Rep. Lois Capps, D-Calif., told Kuhn that she is worried the cuts will affect cancer patients' access to radiation therapy. Asked how access will be maintained, Kuhn said that issue will be part of the discussions CMS aims to elicit on the cuts in publishing a proposed rule later this summer on how to implement them.

Kuhn also said it is unclear in the budget savings law whether the cuts are to apply to therapeutic as well as diagnostic imaging, and that CMS wants to obtain comment on that matter with the proposed rule.

Rep. Anna G. Eshoo, D-Calif., warned against a meat-axe approach to imaging cuts, noting Norwood's suggestion that imaging may have helped save his life and reiterating the doubt that CMS thoroughly understands the impact that imaging cuts would have on savings generated by imaging technology on hospital care.

Manufacturers say imaging saves Medicare large sums by avoiding exploratory surgery and by catching diseases before they grow worse. When Eshoo asked what kind of savings imaging generates, Kuhn said CMS hasn't done a detailed analysis. Eshoo then asked whether the agency had done any analysis, and Kuhn repeated the agency hadn't done a detailed analysis.

Imaging use should not be discouraged without a thorough understanding of its impact, said Edolphus Towns, D-N.Y. "I know we're trying to cut costs . . . but we really have to be careful," he said.
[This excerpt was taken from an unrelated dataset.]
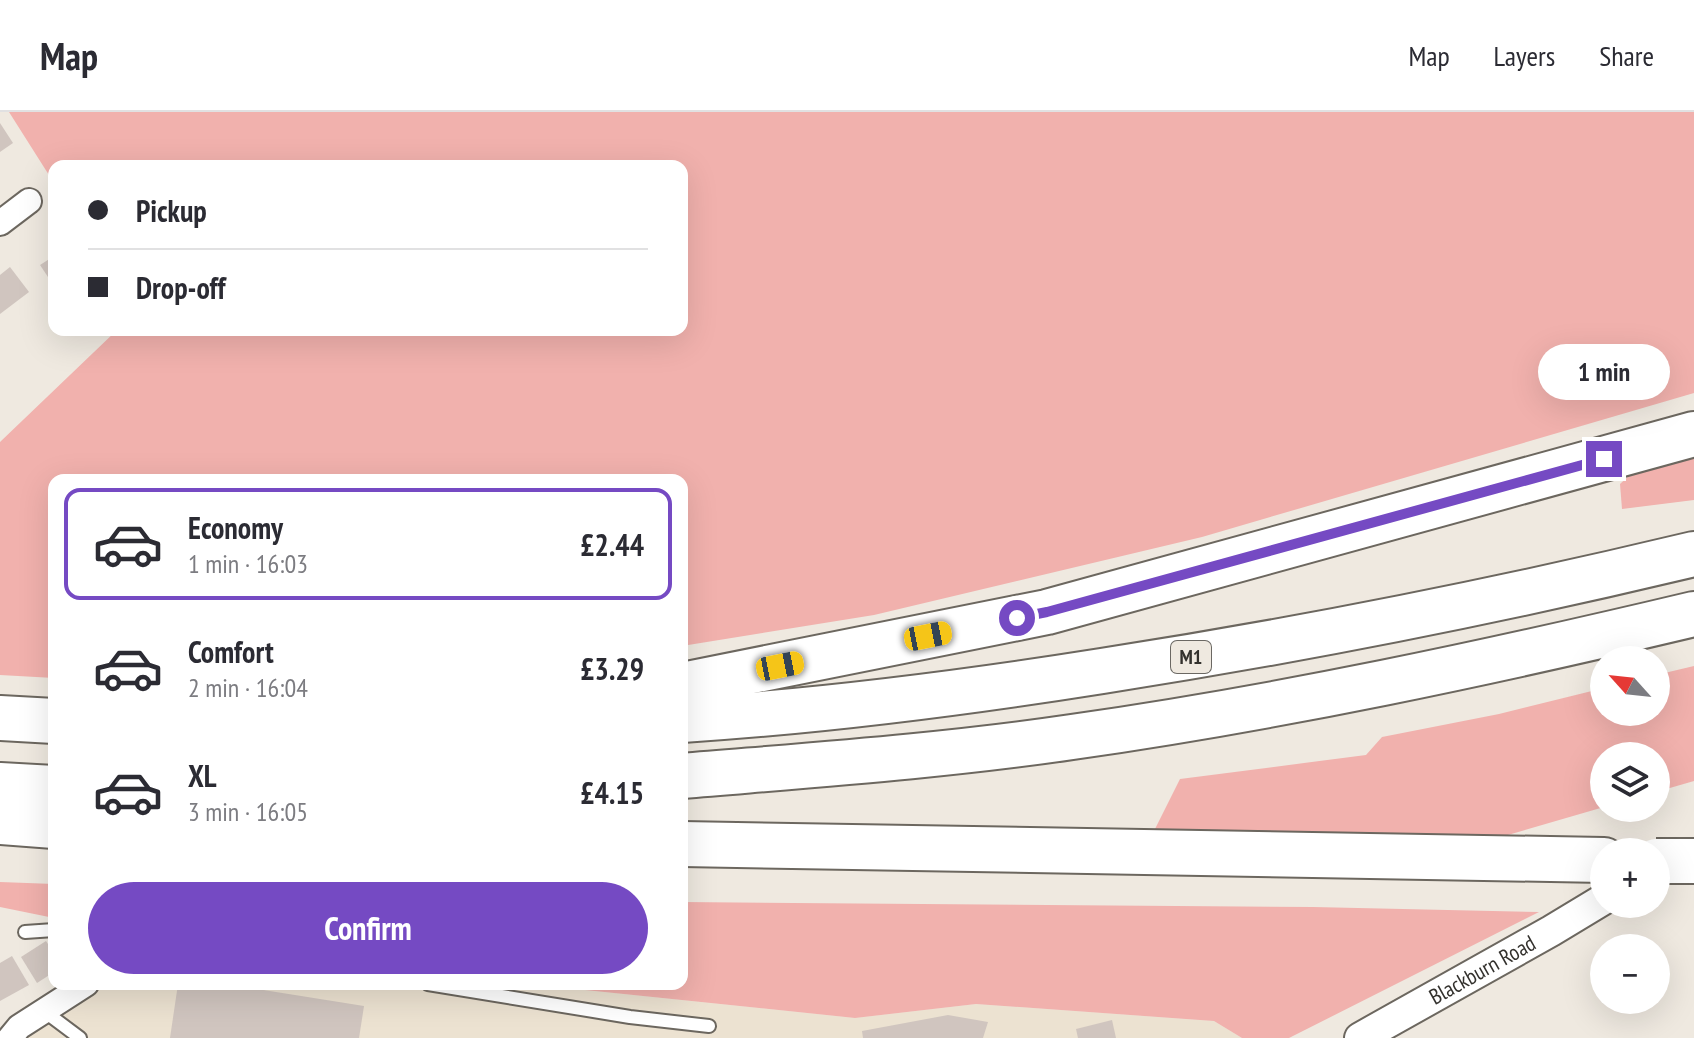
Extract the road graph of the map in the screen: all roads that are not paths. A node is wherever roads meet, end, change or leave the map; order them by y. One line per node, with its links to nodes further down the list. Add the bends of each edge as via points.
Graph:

Kuhn noted that imaging spending has been rising at a fast clip. "Between 2000 and 2005, spending for imaging services paid under the physician fee schedule more than doubled from $6.6 billion to $13.7 billion, an average annual growth rate of 15.7 percent. This compares with an annual growth rate of 9.6 percent for all physician fee schedule services."
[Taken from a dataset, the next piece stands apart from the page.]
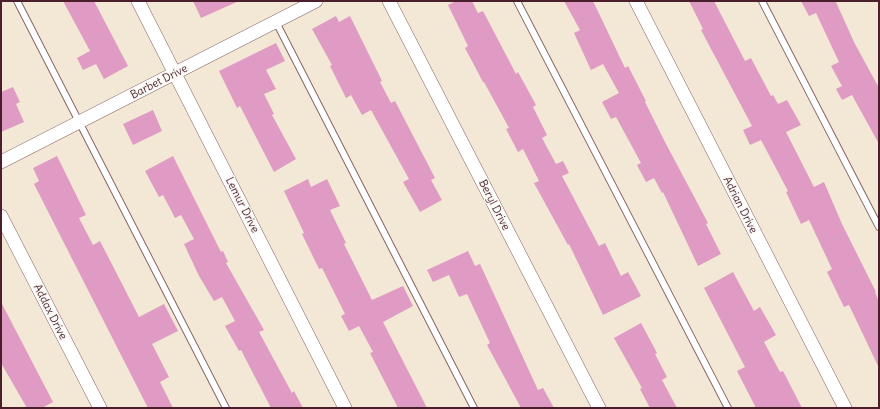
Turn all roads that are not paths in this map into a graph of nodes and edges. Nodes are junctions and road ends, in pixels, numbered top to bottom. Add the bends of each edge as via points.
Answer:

Spending for "advanced" imaging, a category largely consisting of CAT scans and MRI procedures, grew by 25 percent during 2005 and 82 percent from 2003–05, he said.
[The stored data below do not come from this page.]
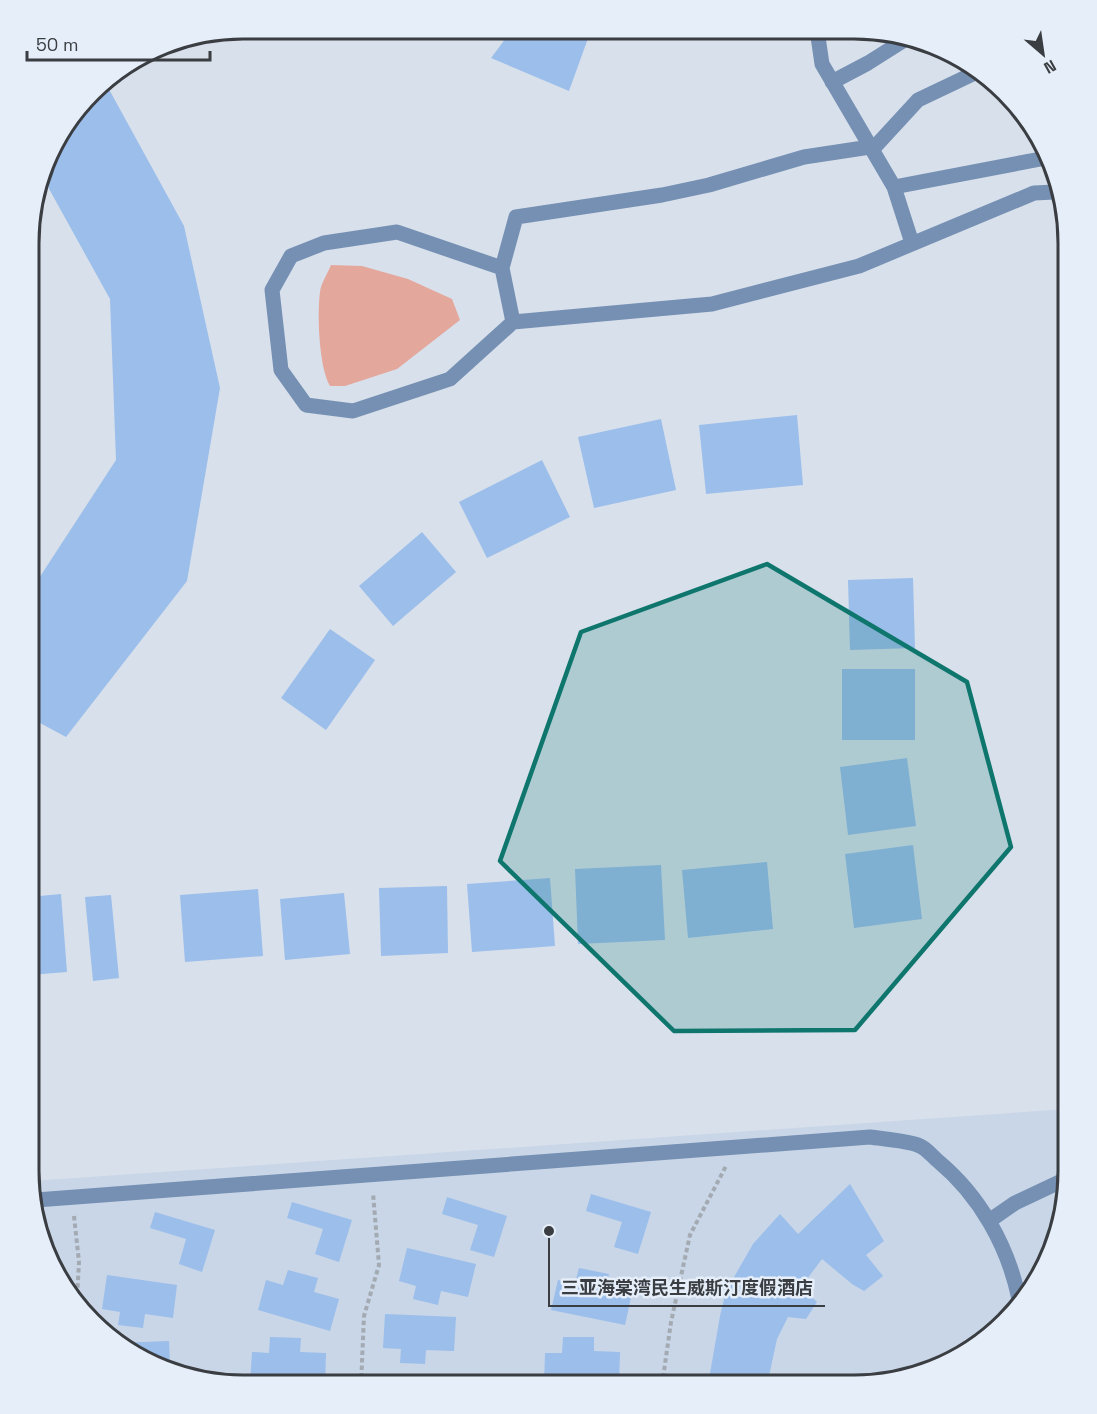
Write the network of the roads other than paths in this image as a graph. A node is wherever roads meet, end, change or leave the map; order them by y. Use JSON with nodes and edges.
{"nodes":[{"id":1,"x":818,"y":39,"type":"edge"},
{"id":2,"x":897,"y":44,"type":"edge"},
{"id":3,"x":970,"y":75,"type":"edge"},
{"id":4,"x":832,"y":82,"type":"junction"},
{"id":5,"x":871,"y":148,"type":"junction"},
{"id":6,"x":1039,"y":159,"type":"edge"},
{"id":7,"x":894,"y":187,"type":"junction"},
{"id":8,"x":1051,"y":192,"type":"edge"},
{"id":9,"x":912,"y":243,"type":"junction"},
{"id":10,"x":502,"y":268,"type":"junction"},
{"id":11,"x":513,"y":322,"type":"junction"},
{"id":12,"x":1058,"y":1183,"type":"edge"},
{"id":13,"x":41,"y":1200,"type":"edge"},
{"id":14,"x":989,"y":1221,"type":"junction"},
{"id":15,"x":1018,"y":1292,"type":"edge"}],
"edges":[{"from":1,"to":4,"type":"lane"},
{"from":2,"to":4,"type":"lane"},
{"from":3,"to":5,"type":"lane"},
{"from":4,"to":5,"type":"lane"},
{"from":5,"to":7,"type":"lane"},
{"from":5,"to":10,"type":"lane"},
{"from":6,"to":7,"type":"lane"},
{"from":7,"to":9,"type":"lane"},
{"from":8,"to":9,"type":"lane"},
{"from":9,"to":11,"type":"lane"},
{"from":10,"to":11,"type":"lane"},
{"from":10,"to":11,"type":"lane"},
{"from":12,"to":14,"type":"lane"},
{"from":13,"to":14,"type":"lane"},
{"from":14,"to":15,"type":"lane"}]}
Those rapid increases raise questions about overutilization of imaging services, Hackbarth testified. While individual patients' imaging clearly improves medical outcomes, research shows that more imaging spending in the aggregate is not necessarily tied to better outcomes, he said.

Kuhn similarly testified that "the rapid increase in Medicare spending for imaging services, coupled with extensive geographic variation in their use, raises questions about whether such growth is appropriate and whether all imaging services are used appropriately."

In part, the increase in spending relates to the shift in imaging services from hospitals to doctors' offices, which receive higher payments. Kuhn noted that in 2006 the Medicare physician fee schedule pays $903 for performing MRIs, but hospital outpatient departments are paid $506 for doing the same test, with a separate fee paid for interpretation of the image.

The budget savings measure caps imaging payments at the level paid to hospital outpatient departments. Screening and diagnostic mammograms are exempt from the change.

A bill (HR 5704) introduced by Rep. Joe Pitts, R-Pa., that would delay the start of the cuts for two years pending a GAO study drew support from a number of subcommittee members as well as from industry and provider groups.

But Kuhn noted that the imaging cuts are funding part of the cost of erasing Medicare physician payment cuts in 2006. And fast-rising imaging outlays are contributing to the rapid rise in the Medicare Part B premium, he added.

The hearing also featured testimony on the issue of adopting standards to improve the quality of imaging. Robert V. Baumgartner, representing the National Coalition of Quality Diagnostic Imaging Services, urged that all providers be subject to the regulations that govern independent testing facilities. "Imaging equipment and facilities operated by providers not specifically trained to provide complex diagnostic imaging services can be suboptimal with regard to equipment quality, technologists operating the equipment, the quality of images produced, and ultimately interpretation of these diagnostic images," he said.